HOW TO COMPLETE THIS TASK
The answer must be every line from the entries below that contains "dead".

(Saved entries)
▽

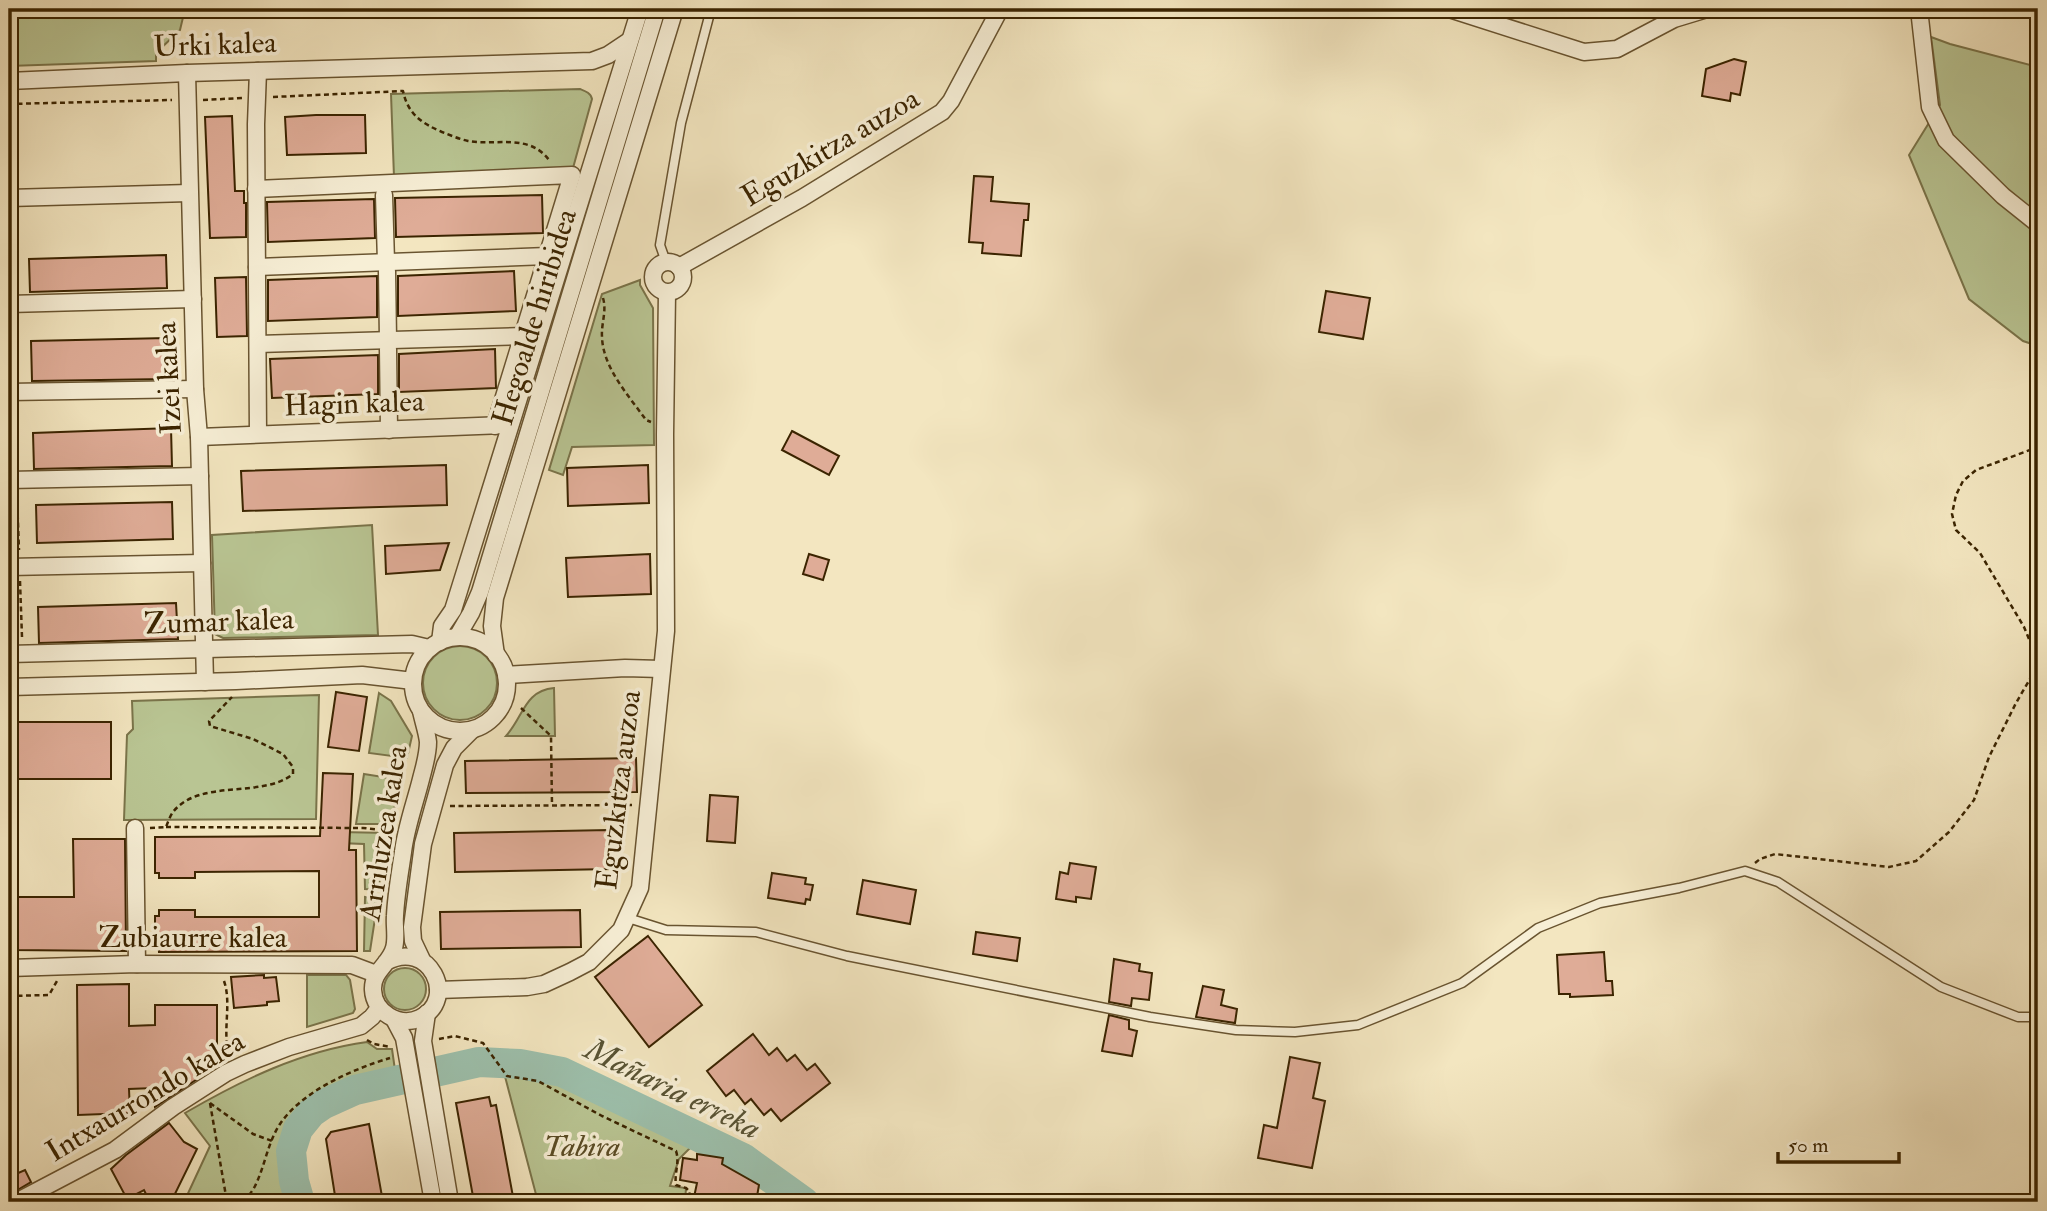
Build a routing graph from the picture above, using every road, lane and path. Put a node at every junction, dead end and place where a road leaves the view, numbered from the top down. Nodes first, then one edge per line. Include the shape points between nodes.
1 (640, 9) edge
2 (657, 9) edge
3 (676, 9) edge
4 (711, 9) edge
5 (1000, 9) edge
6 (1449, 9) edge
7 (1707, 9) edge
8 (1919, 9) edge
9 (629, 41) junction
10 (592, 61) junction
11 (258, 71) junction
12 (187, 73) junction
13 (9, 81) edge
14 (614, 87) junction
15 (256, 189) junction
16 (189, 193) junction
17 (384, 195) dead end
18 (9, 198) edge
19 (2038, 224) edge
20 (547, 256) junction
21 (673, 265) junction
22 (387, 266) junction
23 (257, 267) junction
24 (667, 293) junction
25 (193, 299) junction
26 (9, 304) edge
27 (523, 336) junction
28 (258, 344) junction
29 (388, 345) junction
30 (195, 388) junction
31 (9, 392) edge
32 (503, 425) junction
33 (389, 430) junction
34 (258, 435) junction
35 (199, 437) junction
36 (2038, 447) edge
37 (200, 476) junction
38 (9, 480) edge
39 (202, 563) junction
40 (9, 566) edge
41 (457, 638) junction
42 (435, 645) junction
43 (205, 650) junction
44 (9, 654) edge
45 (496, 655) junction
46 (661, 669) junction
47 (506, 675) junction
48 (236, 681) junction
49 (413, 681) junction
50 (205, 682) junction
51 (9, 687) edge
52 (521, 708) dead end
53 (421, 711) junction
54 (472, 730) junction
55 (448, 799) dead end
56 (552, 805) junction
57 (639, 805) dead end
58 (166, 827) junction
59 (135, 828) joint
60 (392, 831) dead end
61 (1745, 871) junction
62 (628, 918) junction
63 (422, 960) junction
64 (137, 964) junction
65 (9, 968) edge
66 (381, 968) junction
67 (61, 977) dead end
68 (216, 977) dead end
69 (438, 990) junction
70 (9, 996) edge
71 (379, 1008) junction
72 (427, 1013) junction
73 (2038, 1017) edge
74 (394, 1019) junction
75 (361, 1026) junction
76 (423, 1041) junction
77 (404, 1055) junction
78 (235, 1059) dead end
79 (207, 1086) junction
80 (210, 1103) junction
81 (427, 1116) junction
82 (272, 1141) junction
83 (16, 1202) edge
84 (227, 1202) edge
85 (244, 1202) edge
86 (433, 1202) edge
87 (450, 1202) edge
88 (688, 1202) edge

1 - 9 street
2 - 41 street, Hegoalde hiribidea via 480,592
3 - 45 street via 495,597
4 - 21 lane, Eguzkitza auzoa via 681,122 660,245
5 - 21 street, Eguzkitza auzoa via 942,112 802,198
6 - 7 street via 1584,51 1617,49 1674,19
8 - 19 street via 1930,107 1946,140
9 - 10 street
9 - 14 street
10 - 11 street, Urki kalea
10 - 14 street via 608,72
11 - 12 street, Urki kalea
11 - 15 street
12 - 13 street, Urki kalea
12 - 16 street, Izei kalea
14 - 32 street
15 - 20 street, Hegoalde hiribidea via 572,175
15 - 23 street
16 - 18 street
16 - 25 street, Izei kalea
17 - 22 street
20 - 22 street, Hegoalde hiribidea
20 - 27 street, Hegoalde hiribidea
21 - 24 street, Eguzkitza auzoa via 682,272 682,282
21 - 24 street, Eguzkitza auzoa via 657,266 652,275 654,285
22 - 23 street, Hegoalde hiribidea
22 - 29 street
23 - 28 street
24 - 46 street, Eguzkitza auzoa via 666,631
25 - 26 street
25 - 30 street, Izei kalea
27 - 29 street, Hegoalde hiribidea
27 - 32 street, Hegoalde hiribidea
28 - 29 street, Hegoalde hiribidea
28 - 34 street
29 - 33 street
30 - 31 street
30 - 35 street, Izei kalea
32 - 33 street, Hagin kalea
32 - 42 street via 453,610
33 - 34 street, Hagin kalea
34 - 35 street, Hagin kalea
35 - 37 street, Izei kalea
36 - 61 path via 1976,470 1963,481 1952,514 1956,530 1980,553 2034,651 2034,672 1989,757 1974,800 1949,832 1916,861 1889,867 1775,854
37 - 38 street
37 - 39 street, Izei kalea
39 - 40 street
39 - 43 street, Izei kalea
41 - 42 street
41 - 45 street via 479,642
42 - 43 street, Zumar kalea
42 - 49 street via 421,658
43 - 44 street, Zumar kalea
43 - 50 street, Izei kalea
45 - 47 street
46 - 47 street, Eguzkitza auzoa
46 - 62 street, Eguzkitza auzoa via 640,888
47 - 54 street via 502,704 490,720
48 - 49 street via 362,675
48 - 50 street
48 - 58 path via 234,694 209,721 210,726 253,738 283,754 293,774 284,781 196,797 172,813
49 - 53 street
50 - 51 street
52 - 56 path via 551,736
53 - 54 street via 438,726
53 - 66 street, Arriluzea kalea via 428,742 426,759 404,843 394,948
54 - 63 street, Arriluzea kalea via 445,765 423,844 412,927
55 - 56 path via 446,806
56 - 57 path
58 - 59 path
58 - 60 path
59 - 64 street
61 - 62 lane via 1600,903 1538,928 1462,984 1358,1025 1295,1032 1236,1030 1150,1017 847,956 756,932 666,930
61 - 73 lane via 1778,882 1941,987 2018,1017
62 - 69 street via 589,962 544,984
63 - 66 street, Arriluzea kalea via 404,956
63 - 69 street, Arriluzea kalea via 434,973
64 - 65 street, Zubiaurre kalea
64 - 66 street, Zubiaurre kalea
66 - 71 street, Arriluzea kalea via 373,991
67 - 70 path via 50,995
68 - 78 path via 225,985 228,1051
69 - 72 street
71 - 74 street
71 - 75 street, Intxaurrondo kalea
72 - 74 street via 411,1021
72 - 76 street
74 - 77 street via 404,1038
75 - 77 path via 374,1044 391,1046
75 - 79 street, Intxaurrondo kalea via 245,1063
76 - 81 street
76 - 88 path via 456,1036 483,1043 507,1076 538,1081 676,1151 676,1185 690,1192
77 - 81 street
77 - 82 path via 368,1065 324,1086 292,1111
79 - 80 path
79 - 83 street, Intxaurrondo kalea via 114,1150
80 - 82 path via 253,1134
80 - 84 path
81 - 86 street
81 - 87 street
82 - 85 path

△

EXERCISE SOLUTION
Build a routing graph from the picture above, using every road, lane and path. Put a node at every junction, dead end and place where a road leaves the view, numbered from the top down. Nodes first, then one edge per line. Include the shape points between nodes.
17 (384, 195) dead end
52 (521, 708) dead end
55 (448, 799) dead end
57 (639, 805) dead end
60 (392, 831) dead end
67 (61, 977) dead end
68 (216, 977) dead end
78 (235, 1059) dead end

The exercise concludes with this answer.